Take, for example, "Mother: 3." The poet calls up the image of a young girl in a room "too small, books/in the way so I'm reading them all." The retreat within is met by derision by her mother who says "this is not healthy," demanding that the girl go outside to play with the other kids and offers her a "threat outside the door." The girl protests this intrusion and wishes instead for the "Lapland queen," a reference to the Snow Queen of yore, who is a preferable companion to her own mother. The subject has failed to find solace in her mother and instead turns to the tenuous affections of fantasy to find comfort.

This theme of isolation and rejection continues throughout the anthology and repeats, not just in her relationships with her mother, but also with her father, her sister and ultimately her lover. In "Shyness" she relates the feeling of knowing love to the feeling of these familial and amorous links:
To know love is still sometimes this:
the moment right before my father finds

how much he's giving away,
the moment becoming grass
about to be brushed against, the self

a smudge only. This: his lips at rest,
with no need for my mother's.

Love here is defined not by what it is, but what it is not. The disavowal of the mother and the subsequent discovery of meaning in the lover becomes the central concern of the narrator.

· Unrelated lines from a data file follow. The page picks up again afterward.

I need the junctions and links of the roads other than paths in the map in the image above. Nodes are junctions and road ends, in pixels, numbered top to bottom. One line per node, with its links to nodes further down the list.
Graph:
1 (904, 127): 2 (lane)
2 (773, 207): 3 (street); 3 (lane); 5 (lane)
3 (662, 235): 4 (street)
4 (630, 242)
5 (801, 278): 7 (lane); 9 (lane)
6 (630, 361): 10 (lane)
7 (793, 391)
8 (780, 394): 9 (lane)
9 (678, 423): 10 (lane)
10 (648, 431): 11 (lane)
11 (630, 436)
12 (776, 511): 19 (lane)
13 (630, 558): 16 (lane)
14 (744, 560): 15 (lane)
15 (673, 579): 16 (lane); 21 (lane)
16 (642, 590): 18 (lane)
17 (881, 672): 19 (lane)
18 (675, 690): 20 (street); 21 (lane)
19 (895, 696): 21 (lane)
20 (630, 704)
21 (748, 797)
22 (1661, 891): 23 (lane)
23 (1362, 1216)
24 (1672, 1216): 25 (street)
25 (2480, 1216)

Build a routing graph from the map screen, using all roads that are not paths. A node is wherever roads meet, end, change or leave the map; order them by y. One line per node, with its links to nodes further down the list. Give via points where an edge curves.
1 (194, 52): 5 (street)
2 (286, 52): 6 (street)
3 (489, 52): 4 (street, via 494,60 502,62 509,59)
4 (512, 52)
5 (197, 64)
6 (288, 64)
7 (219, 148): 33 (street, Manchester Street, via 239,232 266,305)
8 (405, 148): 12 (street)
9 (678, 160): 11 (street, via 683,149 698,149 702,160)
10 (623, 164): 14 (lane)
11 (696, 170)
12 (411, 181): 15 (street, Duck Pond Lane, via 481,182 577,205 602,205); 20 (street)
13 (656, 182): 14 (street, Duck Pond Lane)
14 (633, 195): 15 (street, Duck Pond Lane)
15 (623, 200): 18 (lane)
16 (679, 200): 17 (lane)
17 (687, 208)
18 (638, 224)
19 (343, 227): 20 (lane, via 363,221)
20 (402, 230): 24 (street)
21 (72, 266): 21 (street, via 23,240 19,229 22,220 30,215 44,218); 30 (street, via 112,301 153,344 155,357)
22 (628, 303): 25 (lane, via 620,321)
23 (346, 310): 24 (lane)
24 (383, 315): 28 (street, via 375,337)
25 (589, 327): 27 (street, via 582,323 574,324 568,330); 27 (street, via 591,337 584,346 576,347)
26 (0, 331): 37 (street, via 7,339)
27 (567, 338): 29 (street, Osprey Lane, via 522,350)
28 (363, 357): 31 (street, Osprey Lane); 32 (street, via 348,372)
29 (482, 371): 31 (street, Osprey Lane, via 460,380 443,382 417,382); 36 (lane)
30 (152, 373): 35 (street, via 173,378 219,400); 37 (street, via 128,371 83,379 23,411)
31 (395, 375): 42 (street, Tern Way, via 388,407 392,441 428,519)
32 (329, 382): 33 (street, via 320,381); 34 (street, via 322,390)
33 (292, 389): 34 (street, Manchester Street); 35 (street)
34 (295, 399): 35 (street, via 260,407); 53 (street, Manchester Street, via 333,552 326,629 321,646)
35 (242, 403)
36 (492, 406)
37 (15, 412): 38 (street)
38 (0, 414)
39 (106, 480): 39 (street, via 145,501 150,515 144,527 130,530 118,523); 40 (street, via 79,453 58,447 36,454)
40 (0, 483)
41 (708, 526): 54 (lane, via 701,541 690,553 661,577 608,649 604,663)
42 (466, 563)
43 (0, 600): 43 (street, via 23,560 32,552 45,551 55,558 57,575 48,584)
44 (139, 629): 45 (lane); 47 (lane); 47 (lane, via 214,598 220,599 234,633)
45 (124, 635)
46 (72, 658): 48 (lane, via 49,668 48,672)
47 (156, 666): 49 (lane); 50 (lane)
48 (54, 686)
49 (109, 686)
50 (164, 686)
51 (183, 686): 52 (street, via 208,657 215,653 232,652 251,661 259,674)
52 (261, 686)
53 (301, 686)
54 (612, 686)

Unfortunately, this respite is fleeting. In "The Muse Speaks," the narrator hints at the gray end that comes at the end of love. In a loose reformulation of the Catholic prayer "Hail Holy Queen," we hear echoes of this desire for connection and the realization that it will fail.
O infinite
afternoons, O profound boredom. All I've
known is brightness until you came. Here,
I give you back the charcoal you sketched
me with, the one you left by the bed that night.
You told me very few colors can be seen
at once, what matters is what separates them.
I dreamt of the light in Arles, the sepia snow.
But that world is mute for you now, as it will be
for me, once you leave.

The connection the poet seeks is frustrated by the anticipation of the lover's departure. The world's colors recede and the hope that rises in this archipelago of stories rises and falls, once again, into dust.

*****

G. Justin Hulog writes stories about ruined gods, forgotten spaces and new worlds. Born in Baguio City, he grew up in California before leaving home to study Comparative Literature at Columbia University. He was a senior staff writer for Karma Magazine and is the founder of DigiTomes, a digital publishing company focused on creating the YA and children's books of the future for tablet devices (www.digitomes.com). Justin is currently completing his MFA in Creative Writing at San Francisco State University. Follow him on Twitter at gbh2001.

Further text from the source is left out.